En casa no hay nadie. Después de llamar dos veces, el cartero empuja la puerta y pronuncia con indecisión el nombre de la dueña. Antes de pasar del todo se ha quitado la gorra. Sobre el hogar humea una cazuela y la habitación huele a caldo paciente. Encima de la mesa hay un vaso con unas flores amarillas. Y la foto. La foto que llegó hace un mes, la foto que le trajo a Ángeles él mismo, en otro sobre. «Carta de allá», le bastó entonces decir, agitando el sobre en el aire mientras se acercaba. Aquel día la cuesta del Villar tenía barro y el viento traía el océano hasta los árboles. Pero se subía alegremente. Ángeles se había disculpado por no tener café. Ya era una costumbre desde que faltaba el herrero. Le ofreció agua y le hizo esperar mientras abría la carta. El hombre tuvo que contener las lágrimas para no juntarlas con las de ella, que miraba al hijo tan mozo bajo el ala del sombrero, el pañuelo al cuello, la espada al cinto y la mano perdiéndose en la guerrera, como Napoleón. «Cuánto habría dado su padre por verlo así», suspiraba la viuda.
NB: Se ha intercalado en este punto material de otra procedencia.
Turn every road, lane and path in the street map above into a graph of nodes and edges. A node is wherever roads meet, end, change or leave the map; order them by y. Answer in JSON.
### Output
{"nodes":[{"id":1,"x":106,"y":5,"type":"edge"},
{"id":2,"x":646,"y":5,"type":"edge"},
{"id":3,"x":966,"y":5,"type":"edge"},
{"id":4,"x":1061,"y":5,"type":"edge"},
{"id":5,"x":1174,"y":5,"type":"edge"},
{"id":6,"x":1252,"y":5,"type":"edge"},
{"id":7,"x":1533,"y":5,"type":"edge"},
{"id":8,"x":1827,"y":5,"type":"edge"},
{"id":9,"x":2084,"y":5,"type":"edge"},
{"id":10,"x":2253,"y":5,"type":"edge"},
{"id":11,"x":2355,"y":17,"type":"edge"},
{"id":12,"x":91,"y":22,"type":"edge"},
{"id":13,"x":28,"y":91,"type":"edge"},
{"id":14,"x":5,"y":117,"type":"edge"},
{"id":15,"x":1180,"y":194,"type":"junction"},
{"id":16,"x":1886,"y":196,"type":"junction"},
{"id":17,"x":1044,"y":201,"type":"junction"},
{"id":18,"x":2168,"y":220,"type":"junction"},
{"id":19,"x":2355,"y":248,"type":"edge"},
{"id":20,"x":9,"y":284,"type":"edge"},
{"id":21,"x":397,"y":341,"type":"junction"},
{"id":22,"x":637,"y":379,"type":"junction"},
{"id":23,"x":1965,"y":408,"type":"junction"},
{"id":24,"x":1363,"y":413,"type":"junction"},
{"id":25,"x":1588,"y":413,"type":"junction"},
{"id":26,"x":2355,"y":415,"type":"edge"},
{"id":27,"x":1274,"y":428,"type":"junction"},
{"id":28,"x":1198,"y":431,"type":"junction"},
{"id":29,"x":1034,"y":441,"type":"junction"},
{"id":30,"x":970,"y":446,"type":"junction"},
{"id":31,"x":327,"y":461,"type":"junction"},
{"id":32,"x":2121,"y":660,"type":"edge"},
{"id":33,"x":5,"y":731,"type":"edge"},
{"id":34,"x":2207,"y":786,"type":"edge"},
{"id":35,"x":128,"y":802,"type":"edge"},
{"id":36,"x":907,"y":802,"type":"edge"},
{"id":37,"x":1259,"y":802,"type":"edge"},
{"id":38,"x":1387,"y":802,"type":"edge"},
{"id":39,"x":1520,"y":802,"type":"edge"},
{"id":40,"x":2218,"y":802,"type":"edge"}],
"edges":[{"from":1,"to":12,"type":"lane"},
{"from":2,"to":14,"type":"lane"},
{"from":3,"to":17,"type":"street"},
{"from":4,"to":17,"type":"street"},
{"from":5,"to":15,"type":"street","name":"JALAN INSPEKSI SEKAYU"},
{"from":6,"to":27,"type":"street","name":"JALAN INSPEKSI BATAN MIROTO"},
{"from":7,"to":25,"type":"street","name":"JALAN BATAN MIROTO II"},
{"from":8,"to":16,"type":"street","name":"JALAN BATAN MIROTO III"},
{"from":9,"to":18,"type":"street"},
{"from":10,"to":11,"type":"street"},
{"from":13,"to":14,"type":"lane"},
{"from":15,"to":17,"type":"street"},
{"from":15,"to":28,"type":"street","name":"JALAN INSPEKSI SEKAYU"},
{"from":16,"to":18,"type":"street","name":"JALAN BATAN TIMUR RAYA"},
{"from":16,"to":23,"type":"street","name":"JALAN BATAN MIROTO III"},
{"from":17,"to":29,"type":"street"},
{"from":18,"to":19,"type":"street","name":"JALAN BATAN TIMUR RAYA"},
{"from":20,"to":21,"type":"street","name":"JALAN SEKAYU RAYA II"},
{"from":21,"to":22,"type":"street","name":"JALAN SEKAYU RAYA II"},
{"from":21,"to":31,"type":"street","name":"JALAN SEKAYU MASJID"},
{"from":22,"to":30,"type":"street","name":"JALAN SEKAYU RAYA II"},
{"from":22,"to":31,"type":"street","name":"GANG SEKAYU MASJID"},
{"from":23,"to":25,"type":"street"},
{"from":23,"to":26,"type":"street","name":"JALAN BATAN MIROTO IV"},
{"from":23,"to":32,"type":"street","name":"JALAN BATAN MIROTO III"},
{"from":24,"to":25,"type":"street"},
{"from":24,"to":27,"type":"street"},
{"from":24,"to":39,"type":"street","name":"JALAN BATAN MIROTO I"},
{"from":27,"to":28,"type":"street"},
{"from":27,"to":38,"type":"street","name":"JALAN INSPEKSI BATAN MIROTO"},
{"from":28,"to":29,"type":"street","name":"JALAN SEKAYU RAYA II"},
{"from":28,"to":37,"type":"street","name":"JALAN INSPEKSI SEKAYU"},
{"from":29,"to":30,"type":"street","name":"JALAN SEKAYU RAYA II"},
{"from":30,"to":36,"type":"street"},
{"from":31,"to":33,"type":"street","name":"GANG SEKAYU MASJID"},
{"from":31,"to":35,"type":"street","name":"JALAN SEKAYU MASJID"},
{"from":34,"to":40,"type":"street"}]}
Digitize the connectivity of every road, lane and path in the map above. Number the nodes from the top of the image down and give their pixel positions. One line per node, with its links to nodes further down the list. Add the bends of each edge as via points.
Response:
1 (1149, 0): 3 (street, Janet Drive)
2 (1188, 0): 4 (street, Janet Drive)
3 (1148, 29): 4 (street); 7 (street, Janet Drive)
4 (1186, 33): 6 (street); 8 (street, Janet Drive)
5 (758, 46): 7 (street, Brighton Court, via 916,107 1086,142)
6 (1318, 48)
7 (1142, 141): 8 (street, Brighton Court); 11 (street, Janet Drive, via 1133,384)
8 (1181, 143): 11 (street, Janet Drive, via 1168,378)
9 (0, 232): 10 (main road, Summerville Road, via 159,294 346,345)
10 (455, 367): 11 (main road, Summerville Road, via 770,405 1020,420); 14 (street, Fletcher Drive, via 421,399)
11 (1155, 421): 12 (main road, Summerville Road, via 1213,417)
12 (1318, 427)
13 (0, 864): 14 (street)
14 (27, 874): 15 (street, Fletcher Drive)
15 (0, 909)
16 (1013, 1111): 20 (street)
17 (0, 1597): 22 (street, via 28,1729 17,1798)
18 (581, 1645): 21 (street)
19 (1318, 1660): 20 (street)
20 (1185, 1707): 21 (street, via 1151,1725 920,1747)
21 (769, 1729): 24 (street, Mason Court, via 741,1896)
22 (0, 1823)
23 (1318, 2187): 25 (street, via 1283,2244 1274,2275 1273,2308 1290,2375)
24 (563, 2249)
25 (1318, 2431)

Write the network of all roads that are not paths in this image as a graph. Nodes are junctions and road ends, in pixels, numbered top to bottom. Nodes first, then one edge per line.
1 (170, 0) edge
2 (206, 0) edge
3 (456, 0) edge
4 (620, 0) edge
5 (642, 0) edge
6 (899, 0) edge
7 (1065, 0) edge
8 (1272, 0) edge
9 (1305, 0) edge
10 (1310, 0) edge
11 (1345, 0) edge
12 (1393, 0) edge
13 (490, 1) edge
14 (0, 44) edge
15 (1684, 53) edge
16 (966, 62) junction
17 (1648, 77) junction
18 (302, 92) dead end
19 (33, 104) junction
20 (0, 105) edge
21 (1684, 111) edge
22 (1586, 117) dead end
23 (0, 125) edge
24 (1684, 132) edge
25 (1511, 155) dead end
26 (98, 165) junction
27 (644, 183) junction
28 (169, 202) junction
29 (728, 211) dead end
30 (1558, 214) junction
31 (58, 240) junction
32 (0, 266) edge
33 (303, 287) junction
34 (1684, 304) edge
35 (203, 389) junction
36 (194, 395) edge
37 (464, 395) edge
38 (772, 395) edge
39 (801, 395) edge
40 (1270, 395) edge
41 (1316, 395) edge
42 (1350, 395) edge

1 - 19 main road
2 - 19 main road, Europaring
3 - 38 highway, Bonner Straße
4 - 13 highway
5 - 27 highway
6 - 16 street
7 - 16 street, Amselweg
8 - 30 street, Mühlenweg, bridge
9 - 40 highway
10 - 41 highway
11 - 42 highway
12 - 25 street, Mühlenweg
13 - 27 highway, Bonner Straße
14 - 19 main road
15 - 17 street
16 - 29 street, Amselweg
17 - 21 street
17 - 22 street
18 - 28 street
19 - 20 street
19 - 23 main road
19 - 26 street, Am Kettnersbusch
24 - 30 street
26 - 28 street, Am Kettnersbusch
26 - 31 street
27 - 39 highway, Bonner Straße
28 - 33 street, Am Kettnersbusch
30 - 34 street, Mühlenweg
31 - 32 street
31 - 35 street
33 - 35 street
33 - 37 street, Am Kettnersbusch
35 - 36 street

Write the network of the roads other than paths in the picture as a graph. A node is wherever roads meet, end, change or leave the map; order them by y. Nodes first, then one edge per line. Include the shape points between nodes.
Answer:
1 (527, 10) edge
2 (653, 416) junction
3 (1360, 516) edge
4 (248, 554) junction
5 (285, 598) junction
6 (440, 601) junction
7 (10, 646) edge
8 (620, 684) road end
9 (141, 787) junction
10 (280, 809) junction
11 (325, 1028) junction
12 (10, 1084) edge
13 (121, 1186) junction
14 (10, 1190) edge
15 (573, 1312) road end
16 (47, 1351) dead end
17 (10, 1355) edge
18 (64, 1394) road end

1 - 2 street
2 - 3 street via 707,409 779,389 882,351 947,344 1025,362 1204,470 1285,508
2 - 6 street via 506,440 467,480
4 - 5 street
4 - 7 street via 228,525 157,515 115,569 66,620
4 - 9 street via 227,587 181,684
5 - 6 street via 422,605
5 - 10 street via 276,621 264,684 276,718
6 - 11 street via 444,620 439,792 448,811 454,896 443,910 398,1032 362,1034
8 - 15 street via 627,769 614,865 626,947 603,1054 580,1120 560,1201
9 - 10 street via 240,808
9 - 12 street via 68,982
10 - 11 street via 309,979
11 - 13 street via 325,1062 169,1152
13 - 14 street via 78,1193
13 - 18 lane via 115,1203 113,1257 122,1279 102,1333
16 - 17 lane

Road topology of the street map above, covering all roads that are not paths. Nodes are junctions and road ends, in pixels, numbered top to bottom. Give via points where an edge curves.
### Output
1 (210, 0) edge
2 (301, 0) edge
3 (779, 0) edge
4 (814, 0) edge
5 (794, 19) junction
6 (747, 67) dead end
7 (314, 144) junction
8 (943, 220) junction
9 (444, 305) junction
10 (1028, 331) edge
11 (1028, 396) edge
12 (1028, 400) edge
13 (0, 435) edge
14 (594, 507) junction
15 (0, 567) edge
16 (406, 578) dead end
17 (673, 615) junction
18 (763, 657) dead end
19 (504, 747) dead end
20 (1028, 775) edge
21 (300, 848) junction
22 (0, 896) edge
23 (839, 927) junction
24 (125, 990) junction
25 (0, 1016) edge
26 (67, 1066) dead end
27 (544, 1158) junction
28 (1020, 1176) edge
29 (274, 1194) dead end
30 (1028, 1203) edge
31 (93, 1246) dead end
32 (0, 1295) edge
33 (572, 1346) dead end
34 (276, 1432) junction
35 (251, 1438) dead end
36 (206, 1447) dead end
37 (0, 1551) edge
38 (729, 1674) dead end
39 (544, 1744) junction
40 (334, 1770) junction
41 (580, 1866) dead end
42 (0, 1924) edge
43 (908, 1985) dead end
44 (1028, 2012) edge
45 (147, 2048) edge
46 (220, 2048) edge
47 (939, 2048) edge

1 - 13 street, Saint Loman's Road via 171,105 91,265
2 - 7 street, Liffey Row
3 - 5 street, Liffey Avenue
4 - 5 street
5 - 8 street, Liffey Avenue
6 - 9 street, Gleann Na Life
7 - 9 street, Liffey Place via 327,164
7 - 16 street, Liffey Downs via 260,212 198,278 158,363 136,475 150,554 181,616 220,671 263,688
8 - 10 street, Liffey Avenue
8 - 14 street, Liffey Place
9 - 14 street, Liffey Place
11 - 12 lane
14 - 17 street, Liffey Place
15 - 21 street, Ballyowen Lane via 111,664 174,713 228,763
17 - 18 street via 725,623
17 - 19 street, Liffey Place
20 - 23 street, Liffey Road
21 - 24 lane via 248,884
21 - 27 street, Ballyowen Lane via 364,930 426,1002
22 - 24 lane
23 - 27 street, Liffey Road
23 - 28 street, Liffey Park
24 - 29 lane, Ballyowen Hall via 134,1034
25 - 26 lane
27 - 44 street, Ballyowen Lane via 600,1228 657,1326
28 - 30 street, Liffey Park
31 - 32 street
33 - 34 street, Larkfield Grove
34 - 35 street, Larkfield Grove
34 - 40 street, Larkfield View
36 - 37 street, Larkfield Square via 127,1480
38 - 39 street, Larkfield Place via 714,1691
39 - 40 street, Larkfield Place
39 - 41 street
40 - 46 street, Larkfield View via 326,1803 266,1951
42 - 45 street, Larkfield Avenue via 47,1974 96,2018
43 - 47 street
Y el cartero asentía con el vaso de agua en la mano.
El cartero sale ahora a la puerta y mira alrededor. Por el camino de la braña baja Ángeles apurándose. Trae en la mano la vara de arrear las vacas y la levanta para que él vea que le ha reconocido. El cartero, tímidamente, levanta también su mano. Y mientras afloja la valija le parecen inútiles las palabras ensayadas cuesta arriba y junto al roble. Palabras con las que dirigirse a Ángeles la del herrero en la cocina, según lo ha imaginado, aunque ahora ve que valdrá más quedarse a la puerta cuando ella llegue a su altura y aún respire sofocada por la carrera y le diga «usted pase y descanse».
Al cartero le hacen tragar saliva unos pasos presurosos acercándose por detrás de la casa. Y las únicas palabras que le vienen a la memoria no son suyas; tienen la voz de Ángeles hace un mes, cuando le sirvió agua y le hizo sentar para que oyera la carta del hijo que él le había traído. Por detrás de la fotografía el mozo contaba que lo habían embarcado en un buque muy nuevo, de nombre Virgen de Covadonga. Y la madre interrumpía la lectura para dar gracias a la providencia, para arrastrar al cartero en la celebración de la fortuna:
-¡Bendito sea! Si parece que lo llevara la Santina protegido.